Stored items
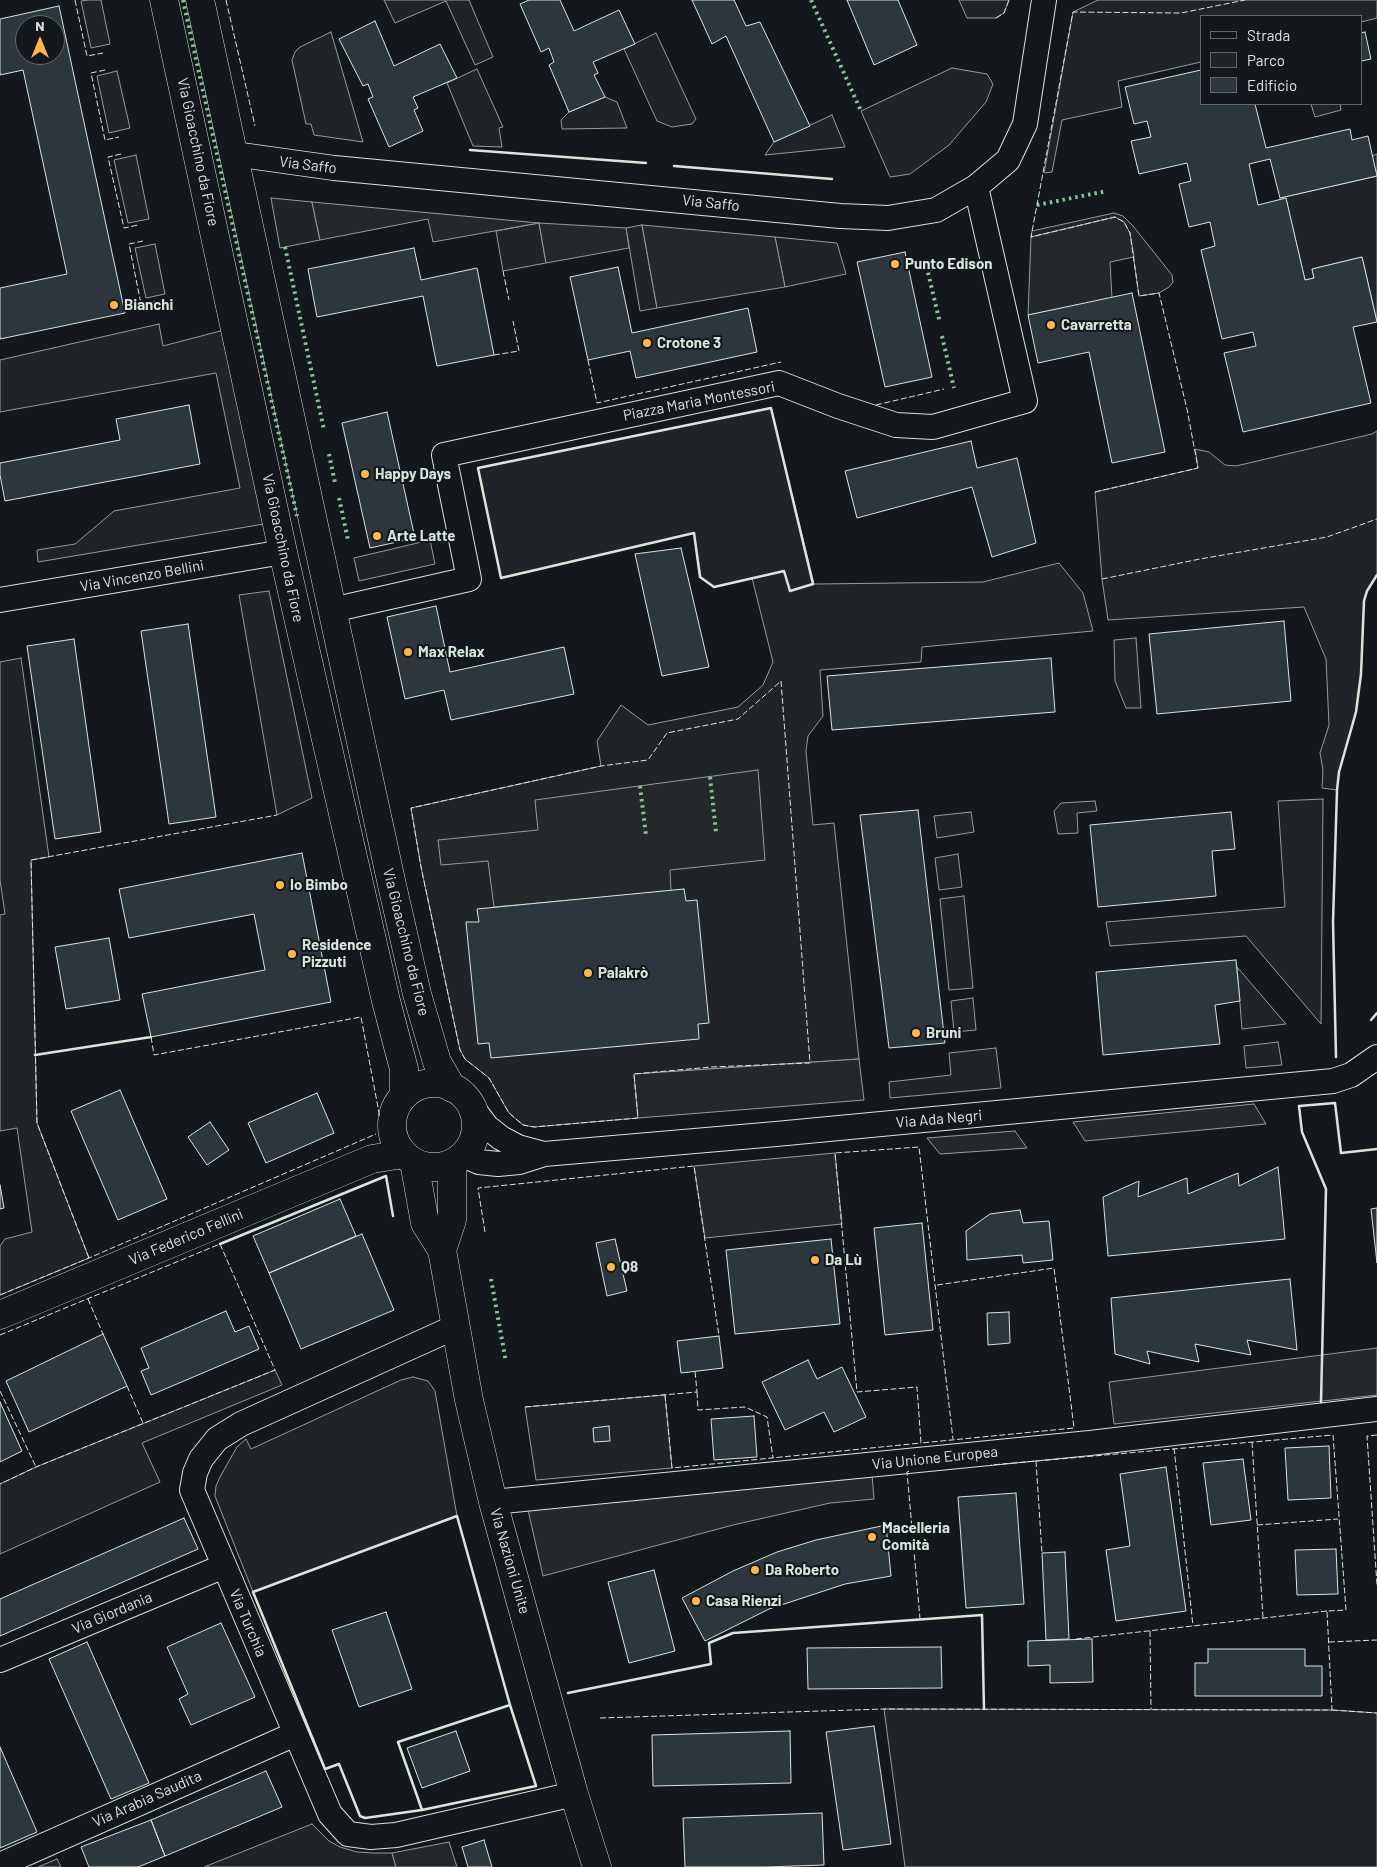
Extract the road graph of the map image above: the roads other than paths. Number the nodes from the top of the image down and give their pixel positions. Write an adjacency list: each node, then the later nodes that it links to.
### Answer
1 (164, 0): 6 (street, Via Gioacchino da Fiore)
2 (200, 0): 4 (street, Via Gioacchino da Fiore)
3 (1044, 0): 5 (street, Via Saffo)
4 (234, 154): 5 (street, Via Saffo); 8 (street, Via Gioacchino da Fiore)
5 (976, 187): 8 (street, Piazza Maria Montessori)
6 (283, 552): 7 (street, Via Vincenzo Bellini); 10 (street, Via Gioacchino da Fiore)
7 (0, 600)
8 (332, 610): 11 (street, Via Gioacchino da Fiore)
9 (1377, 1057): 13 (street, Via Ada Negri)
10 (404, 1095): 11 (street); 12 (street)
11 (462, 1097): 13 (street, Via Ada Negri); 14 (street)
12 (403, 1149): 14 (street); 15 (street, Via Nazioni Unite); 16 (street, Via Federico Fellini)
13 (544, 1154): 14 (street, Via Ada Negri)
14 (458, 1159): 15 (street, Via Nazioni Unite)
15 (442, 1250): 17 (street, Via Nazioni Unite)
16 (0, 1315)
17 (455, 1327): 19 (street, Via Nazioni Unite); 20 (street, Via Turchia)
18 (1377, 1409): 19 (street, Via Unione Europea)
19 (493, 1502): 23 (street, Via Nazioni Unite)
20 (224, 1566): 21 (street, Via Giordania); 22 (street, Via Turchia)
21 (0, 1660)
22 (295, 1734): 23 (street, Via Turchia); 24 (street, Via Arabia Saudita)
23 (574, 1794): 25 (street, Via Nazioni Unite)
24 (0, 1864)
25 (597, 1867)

...

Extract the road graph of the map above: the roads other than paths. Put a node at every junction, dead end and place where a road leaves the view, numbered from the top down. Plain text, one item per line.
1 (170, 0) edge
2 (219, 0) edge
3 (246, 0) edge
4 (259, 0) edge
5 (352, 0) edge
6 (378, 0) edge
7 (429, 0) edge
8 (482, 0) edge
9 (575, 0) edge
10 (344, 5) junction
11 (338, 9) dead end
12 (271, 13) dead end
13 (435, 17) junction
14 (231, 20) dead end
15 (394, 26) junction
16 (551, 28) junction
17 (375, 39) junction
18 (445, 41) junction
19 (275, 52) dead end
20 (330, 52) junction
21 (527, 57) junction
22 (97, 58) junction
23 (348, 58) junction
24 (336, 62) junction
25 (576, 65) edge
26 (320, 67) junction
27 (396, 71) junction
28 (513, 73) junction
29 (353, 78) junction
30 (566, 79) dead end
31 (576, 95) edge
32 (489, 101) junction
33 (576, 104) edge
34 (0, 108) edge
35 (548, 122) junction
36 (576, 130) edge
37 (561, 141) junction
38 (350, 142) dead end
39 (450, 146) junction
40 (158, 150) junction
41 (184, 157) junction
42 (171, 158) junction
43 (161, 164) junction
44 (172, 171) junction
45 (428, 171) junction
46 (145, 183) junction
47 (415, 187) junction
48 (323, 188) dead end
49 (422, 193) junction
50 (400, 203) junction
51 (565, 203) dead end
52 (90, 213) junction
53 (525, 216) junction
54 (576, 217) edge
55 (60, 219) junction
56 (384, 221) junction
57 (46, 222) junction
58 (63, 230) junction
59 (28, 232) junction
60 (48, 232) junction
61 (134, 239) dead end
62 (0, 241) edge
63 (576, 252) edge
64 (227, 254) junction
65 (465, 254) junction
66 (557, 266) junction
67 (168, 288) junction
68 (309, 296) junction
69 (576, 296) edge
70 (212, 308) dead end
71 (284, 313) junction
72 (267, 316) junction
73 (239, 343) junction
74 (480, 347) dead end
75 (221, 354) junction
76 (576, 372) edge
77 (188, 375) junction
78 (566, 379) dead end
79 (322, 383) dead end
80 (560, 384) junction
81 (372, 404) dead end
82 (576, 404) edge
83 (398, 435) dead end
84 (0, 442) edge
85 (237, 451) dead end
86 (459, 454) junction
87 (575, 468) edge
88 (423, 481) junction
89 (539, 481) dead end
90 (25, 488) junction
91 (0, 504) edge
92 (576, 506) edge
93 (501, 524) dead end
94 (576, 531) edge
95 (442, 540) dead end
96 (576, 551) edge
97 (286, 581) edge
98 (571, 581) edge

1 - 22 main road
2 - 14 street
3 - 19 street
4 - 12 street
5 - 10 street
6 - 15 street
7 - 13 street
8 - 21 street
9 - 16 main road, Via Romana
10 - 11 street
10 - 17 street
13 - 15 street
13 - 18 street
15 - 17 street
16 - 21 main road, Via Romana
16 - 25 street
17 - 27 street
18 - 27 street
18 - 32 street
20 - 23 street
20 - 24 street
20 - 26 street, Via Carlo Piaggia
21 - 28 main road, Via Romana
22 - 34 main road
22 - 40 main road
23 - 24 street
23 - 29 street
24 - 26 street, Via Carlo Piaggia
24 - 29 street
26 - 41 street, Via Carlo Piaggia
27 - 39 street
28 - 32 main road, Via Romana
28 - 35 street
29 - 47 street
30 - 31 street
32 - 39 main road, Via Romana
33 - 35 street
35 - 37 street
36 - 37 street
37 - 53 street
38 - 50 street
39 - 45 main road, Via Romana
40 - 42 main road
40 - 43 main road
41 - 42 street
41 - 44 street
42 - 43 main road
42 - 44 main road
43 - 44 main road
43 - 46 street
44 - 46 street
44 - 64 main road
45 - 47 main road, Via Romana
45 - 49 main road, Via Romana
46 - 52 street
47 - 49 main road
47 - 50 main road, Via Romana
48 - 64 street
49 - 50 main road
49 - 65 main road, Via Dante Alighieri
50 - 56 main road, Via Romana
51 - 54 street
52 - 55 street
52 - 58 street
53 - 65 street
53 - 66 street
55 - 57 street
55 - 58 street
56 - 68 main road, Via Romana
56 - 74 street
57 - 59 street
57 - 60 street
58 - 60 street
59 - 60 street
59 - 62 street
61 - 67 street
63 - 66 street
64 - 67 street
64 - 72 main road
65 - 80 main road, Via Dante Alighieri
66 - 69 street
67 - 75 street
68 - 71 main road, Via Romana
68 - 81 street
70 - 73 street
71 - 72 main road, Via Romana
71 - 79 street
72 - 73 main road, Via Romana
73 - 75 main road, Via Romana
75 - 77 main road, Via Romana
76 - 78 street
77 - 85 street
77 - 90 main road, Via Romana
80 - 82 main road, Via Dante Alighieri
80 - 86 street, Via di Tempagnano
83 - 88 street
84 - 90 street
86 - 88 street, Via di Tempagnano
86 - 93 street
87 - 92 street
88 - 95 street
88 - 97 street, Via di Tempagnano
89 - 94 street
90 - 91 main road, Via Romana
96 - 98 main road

REQUIRED ACTION: What is needed is every line from the data above that includes the string "Carlo", copied out.

THE ANSWER:
20 - 26 street, Via Carlo Piaggia
24 - 26 street, Via Carlo Piaggia
26 - 41 street, Via Carlo Piaggia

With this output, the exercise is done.